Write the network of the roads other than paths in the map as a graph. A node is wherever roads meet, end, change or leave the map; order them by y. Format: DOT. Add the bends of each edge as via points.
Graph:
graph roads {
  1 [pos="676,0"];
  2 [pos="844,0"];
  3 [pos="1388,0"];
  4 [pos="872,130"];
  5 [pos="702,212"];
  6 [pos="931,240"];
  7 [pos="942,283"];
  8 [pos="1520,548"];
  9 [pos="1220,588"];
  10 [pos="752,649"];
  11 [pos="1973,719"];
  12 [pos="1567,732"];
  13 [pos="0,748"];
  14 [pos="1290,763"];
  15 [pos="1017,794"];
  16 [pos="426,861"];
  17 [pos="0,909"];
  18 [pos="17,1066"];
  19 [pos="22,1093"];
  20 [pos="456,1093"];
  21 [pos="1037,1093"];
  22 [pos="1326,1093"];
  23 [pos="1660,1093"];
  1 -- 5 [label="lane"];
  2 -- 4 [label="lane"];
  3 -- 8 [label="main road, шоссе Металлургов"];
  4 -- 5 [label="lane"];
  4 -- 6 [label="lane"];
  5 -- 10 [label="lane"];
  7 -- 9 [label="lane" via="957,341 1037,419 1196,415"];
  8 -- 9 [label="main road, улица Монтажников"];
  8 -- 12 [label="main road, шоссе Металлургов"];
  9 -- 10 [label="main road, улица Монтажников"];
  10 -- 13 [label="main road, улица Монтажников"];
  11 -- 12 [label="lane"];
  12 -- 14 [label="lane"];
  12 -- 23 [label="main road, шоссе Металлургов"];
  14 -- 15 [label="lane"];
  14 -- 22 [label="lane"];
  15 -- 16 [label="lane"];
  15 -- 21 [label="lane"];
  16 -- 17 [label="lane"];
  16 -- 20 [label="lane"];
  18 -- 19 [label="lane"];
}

◇ ◇ ◇ ◇ ◇

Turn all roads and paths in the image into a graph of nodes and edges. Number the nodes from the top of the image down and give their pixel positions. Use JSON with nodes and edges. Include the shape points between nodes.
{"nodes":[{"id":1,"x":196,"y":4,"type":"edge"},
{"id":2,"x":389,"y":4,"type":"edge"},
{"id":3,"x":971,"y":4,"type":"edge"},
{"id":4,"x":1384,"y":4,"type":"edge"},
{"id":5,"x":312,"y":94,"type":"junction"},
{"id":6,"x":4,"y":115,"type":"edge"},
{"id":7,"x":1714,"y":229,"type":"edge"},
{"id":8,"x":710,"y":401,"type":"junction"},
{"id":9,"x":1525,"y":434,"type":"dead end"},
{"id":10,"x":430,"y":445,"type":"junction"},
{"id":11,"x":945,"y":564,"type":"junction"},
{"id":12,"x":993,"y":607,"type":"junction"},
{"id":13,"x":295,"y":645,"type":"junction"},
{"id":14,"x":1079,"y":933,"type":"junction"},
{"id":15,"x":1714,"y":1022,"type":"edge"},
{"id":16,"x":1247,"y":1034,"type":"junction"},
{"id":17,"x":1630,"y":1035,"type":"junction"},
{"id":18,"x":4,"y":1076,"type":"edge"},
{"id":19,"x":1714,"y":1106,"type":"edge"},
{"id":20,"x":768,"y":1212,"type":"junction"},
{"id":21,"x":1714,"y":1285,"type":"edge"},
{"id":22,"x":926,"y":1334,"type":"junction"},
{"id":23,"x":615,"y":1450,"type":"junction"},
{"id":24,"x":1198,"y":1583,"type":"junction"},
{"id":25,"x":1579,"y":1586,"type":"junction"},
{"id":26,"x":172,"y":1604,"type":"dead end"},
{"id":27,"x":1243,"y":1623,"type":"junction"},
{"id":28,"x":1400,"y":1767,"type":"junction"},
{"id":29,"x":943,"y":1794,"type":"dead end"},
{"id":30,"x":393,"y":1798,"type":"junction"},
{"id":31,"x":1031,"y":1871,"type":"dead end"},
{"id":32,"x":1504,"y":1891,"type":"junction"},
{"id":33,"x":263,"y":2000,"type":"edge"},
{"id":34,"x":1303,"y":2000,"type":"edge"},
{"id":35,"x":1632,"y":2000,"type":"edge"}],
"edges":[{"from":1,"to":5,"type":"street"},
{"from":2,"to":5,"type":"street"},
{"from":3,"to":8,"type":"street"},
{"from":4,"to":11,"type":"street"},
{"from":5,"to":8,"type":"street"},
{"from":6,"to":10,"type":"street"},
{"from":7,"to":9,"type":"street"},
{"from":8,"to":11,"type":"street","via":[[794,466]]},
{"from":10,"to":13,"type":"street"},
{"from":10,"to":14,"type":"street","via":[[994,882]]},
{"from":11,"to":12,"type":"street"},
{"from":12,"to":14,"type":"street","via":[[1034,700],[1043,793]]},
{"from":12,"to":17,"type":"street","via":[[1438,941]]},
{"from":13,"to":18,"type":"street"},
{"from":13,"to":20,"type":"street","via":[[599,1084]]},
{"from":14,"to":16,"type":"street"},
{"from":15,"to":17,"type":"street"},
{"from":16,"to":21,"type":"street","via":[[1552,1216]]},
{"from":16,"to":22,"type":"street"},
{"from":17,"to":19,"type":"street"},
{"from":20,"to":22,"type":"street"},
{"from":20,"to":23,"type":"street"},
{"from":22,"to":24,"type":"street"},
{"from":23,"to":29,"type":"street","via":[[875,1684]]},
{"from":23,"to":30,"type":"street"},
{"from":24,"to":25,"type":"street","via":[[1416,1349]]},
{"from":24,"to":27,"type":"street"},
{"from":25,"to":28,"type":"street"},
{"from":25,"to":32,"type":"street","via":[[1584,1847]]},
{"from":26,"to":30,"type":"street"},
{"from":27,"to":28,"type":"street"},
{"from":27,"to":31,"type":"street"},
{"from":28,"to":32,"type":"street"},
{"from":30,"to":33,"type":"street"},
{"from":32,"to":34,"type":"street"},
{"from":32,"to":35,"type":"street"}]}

◇ ◇ ◇ ◇ ◇

Your task — Report back each line in the material above that contains the string "roads".

Your response —
Write the network of the roads other than paths in the map as a graph. A node is wherever roads meet, end, change or leave the map; order them by y. Format: DOT. Add the bends of each edge as via points.
graph roads {
Turn all roads and paths in the image into a graph of nodes and edges. Number the nodes from the top of the image down and give their pixel positions. Use JSON with nodes and edges. Include the shape points between nodes.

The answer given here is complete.